Your task:
Find the lines in the records that carry the word "Peje". Copy each one.

Given data:
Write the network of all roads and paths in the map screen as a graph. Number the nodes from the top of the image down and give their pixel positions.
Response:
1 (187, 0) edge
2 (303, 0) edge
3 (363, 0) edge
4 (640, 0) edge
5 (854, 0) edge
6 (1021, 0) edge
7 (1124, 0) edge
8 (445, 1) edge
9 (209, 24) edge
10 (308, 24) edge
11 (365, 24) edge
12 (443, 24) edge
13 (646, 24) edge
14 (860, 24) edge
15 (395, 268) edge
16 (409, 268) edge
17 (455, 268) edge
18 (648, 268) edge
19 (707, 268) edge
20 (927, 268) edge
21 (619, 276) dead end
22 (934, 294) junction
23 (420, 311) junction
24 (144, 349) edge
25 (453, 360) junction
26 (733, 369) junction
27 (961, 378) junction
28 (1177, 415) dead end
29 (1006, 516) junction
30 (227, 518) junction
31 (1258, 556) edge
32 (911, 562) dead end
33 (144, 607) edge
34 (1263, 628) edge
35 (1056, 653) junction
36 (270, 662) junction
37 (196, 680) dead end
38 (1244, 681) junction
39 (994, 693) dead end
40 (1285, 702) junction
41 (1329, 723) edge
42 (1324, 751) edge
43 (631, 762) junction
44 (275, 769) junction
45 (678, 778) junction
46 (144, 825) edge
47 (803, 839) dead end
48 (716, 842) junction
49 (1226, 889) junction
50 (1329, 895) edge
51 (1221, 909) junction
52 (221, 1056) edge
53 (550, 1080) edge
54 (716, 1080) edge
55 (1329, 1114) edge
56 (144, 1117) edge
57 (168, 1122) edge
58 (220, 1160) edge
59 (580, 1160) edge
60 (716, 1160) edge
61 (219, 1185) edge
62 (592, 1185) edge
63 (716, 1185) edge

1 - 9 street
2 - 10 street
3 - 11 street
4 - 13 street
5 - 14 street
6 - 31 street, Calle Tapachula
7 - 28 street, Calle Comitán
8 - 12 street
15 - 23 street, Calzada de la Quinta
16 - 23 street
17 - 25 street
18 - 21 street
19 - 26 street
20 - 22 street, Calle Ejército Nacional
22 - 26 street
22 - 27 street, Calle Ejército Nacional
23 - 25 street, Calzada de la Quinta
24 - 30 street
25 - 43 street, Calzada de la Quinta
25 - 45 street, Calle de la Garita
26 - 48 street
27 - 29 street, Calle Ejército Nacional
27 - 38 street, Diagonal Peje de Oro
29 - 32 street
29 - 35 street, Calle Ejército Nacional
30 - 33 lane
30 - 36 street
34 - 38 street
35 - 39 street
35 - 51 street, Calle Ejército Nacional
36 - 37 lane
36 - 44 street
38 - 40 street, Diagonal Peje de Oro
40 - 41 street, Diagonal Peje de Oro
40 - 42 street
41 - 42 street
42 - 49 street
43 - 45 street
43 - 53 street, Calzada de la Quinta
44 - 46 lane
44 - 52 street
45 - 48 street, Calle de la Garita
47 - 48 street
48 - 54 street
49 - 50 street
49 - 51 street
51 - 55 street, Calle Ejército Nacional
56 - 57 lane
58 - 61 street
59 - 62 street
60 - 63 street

Result of the exercise:
27 - 38 street, Diagonal Peje de Oro
38 - 40 street, Diagonal Peje de Oro
40 - 41 street, Diagonal Peje de Oro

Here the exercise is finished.